I am weighing up between Concrete and Class Table Inheritance (see example below). Class Table certainly has a lot of benefits, in particular for my scenario, super table columns are guaranteed consistent across the full data set. However I have next to no need to query every subclass at once, instead all queries will be on one subclass at a time (of which there are at least 9 subclasses).
Thus with my row count looking like it will be very large, would it be much sizable quicker to query one Concrete table with less rows ie: (as per example below)
SELECT property_address
FROM policies_property
ORDER BY date_issued DESC;
Or would the foreign key relationships be effectively quick enough that any query speed difference in looking up the very large super table is negligible in Class Table Inheritance: (as per example below)
SELECT property_address
FROM policies_property INNER JOIN policies_super ON policies_property.id = policies_super.id
ORDER BY policies_super.date_issued DESC;
An Example of Concrete Inheritance: A completely seperate table for each type with columns in common repeated in each table>
--// Table: policies_motor
+------+---------------------+----------------+
| id | date_issued | vehicle_reg_no |
+------+---------------------+----------------+
| 1 | 2010-08-20 12:00:00 | 01-A-04004 |
| 2 | 2010-08-20 13:00:00 | 02-B-01010 |
| 3 | 2010-08-20 15:00:00 | 03-C-02020 |
+------+---------------------+----------------+
--// Table: policies_property
+------+---------------------+------------------+
| id | date_issued | property_address |
+------+---------------------+------------------+
| 1 | 2010-08-20 14:00:00 | Oxford Street |
+------+---------------------+------------------+
An Example of Class Table Inheritance: One super class, many sub classes. Each subclass id references a superclass id.
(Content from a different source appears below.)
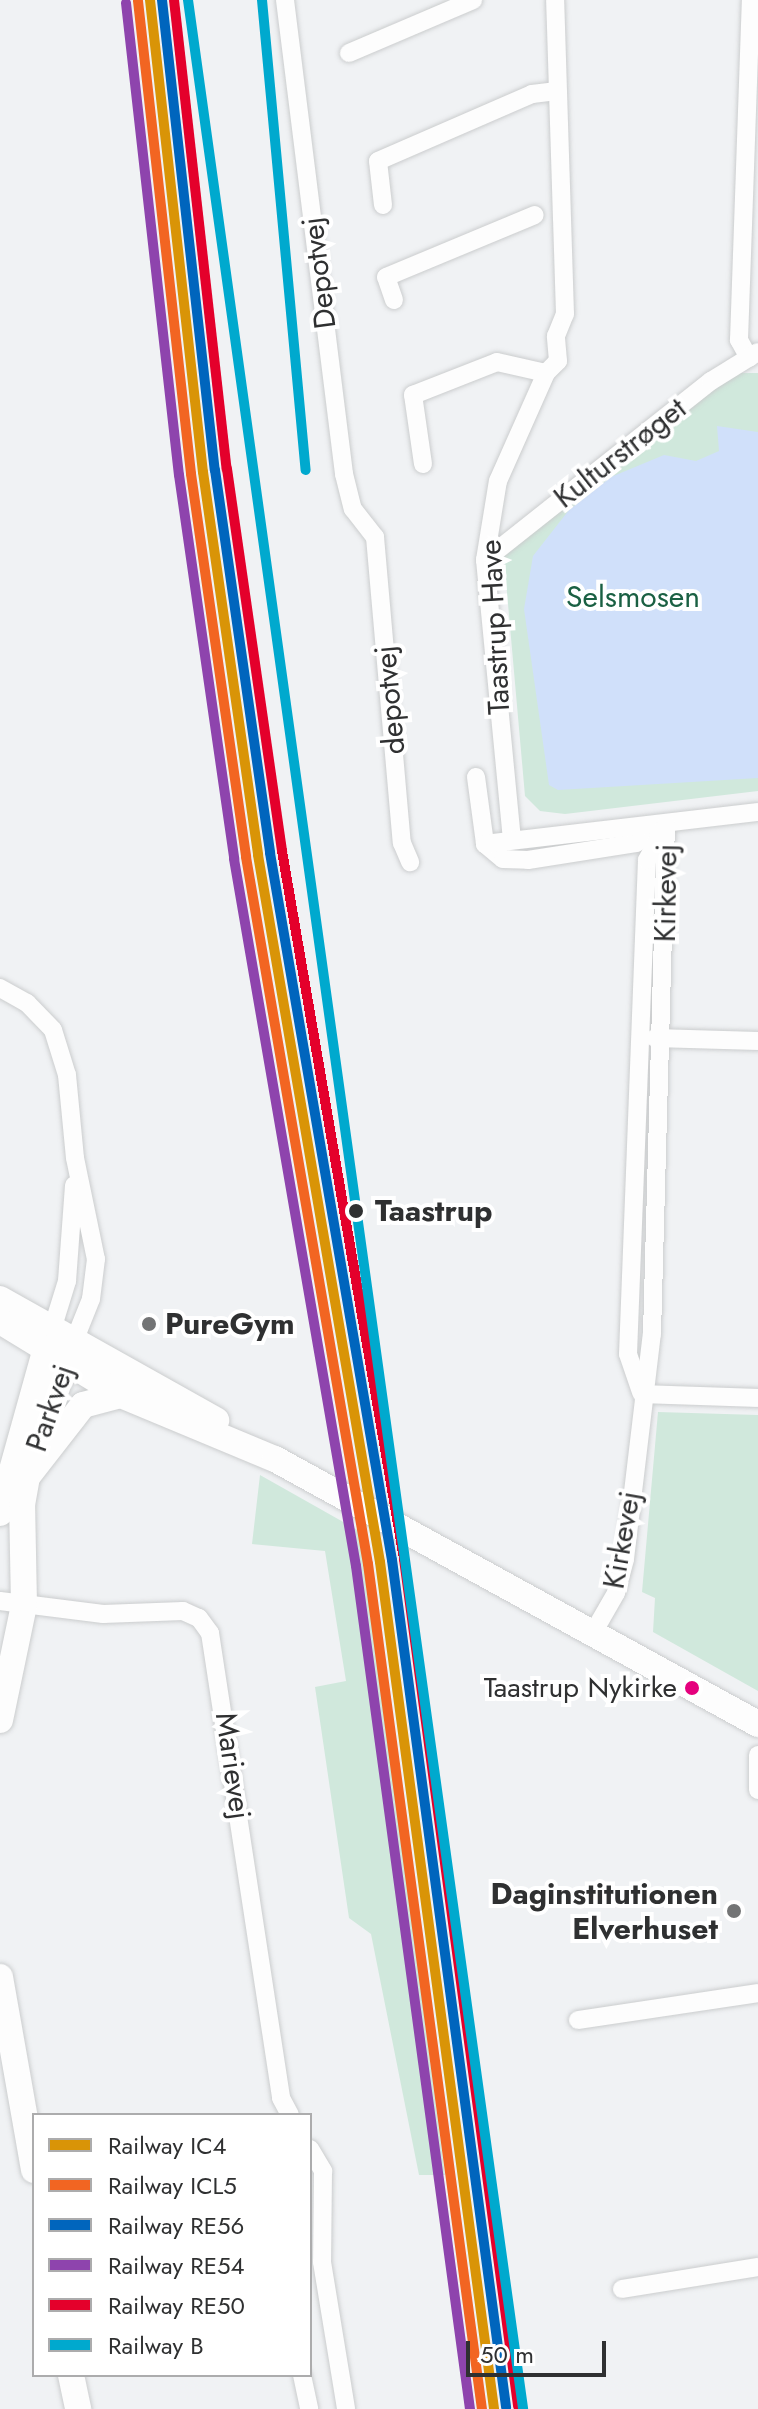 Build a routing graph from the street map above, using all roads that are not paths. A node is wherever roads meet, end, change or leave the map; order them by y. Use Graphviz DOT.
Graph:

--// Table: policies_super
+------+---------------------+
| id | date_issued |
+------+---------------------+
| 1 | 2010-08-20 12:00:00 |
| 2 | 2010-08-20 13:00:00 |
| 3 | 2010-08-20 14:00:00 |
| 4 | 2010-08-20 15:00:00 |
+------+---------------------+
--// Table: policies_motor
+------+----------------+
| id | vehicle_reg_no |
+------+----------------+
| 1 | 01-A-04004 |
| 2 | 02-B-01010 |
| 4 | 03-C-02020 |
+------+----------------+
--// Table: policies_property
+------+------------------+
| id | property_address |
+------+------------------+
| 3 | Oxford Street |
+------+------------------+
I have next to no need to query every subclass at once, instead all queries will be on one subclass at a time (of which there are at least 9 subclasses).
To me this sounds a convincing reason to keep them separate. Don't think the 'superclass' approach is 'better normalized' or 'more relational' etc. They are simply two design choices that are equally valid in theory; go with the one that makes most sense in practice.